REVIEW // by Beth Weinstock

Magnolia Canopy Otherworld by Erin Carlyle

Magnolia Canopy Otherworld by Erin Carlyle
Driftwood Press, $14.99

One sentence before a woman first appears in the King James Bible, Adam names the animals. Most renderings depict this as a friendly enough endeavor—gentle creatures gathered at Adam’s feet awaiting nomenclature—yet quickly thereafter Eve springs from the rib of a sleeping Adam. Evil ensues; mankind is banished from the garden to forever toil upon the earth and pursue spiteful dominion over one another and the animals. The woman’s lot: pain and subservience.

In Magnolia Canopy Otherworld, the debut collection from Erin Carlyle, this biblical origin story is both confirmed and upended. The human (more specifically a young girl then woman) separates from the animal, yet must return to the animal by retreating, often literally, into their fur and skins as a reprieve from predatory behaviors of family and other adults. In these darkly daring poems, arranged in three sections, the girl’s coming-of-age is one of violent shifting territory, and the emerging woman submits to a symbiosis with creatures as the lesser of two dangers.

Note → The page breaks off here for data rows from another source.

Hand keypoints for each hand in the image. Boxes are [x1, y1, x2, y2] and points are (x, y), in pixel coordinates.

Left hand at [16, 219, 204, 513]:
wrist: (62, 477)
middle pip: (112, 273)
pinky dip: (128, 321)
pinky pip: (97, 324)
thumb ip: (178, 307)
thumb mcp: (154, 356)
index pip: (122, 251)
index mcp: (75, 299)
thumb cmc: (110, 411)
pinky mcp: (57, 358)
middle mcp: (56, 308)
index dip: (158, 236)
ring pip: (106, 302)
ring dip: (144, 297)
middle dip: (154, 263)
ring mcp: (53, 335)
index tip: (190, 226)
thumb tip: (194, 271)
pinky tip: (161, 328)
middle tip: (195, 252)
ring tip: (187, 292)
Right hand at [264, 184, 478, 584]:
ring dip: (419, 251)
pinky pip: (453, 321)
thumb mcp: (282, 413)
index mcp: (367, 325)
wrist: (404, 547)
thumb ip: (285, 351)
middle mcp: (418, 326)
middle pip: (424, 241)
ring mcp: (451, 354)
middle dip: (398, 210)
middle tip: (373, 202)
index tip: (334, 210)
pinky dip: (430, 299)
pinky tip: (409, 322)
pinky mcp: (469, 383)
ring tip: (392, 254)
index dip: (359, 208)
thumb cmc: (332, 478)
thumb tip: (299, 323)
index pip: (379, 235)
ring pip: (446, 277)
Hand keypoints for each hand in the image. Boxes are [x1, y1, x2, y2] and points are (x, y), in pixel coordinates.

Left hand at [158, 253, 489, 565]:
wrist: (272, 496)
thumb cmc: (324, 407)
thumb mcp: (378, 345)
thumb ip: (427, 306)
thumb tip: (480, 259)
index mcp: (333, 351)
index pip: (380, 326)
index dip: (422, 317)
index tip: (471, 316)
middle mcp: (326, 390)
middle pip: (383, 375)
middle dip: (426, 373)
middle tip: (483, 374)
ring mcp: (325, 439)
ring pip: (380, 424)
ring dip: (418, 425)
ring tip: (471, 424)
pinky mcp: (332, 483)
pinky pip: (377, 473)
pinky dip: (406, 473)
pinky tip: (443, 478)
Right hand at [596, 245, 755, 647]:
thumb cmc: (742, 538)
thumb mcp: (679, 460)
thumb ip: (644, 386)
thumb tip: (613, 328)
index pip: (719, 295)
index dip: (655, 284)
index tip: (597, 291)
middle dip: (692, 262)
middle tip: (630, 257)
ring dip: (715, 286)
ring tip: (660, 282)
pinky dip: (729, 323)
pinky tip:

Yet for Carlyle’s protagonist this primal acquiescence is inevitable, as the girl endures behavior that threatens to destroy the small parts of her that remain truly human. With an alarming epigraph from the Dorothy Allison novel Bastard Out of Carolina, telling us “…even love can’t keep us from eating at each other,” we sense the threat even before the first poem, in which the girl hallucinates mutilated women in the roadkill of an icy highway. They are “dogs, dead in winter, dressed in leaves, their paws look like hands.” Images such as these, arresting and haunting, recur; women are cut open, fileted like hunter’s game, and their bodies are dredged from rivers, “freckled and water-wrinkled.”

One of Carlyle’s great talents in this collection is her unwavering commitment to subject matter: she holds our gaze to the female body and experience in all its transmutations, laser-focused on this small universe that shifts between childhood home and the deeply mysterious “outside.”  We are forced to imagine an existence so threatening, so “in the wild,” that one has no choice but to become animal. In Part I, the girl retreats to the woods to find animals, yet in Part II the girl takes on a persona of Animal in an intriguing series of poems. The Animal finds women on the forest floor in the form of ripped-out Playboy pages, tucking them into her pockets. The Animal “starts to itch and float”, finding a room to sleep in after taking a white pill at an adolescent party. The girl then transforms into a table, a man-made bed. The end result of these physical and chemical transformations is a “Percocet ghost” in which the speaker finds no solid matter in her being. She has disintegrated.

The threat remains as the girl becomes woman. She meets a man in a hotel room, telling us “my career is my body.” Yet her body in this situation is that of a rabbit, and she addresses the man, “You looked at me as if you already knew you’d be pulling my fur from your teeth all night –slack-jawed, salivating.” How will she survive?  How will any of these women survive? Carlyle tells us unflinchingly that some don’t: “The low woods hold / their memories—belly cuts.” She gives little hope of escape in this wilderness, yet somehow hope is found in the company of women, both dead and alive:

                        …We hold our noses, go down,
                        and our bodies come together,
                        —a silver fish,
                       beautiful like a coin. We swim
                       through crushed beer cans,
                       and picnic trash. When we come
                       out human again, we gasp for air.”

Perhaps the redemption for Eve and all women to follow, after banishment into the wilderness to endure mortal suffering, is the enduring company of other women. And the reader is challenged to emerge human again as well—perhaps more human—after a time well-spent in the collective and darkly beautiful wilderness of these poems.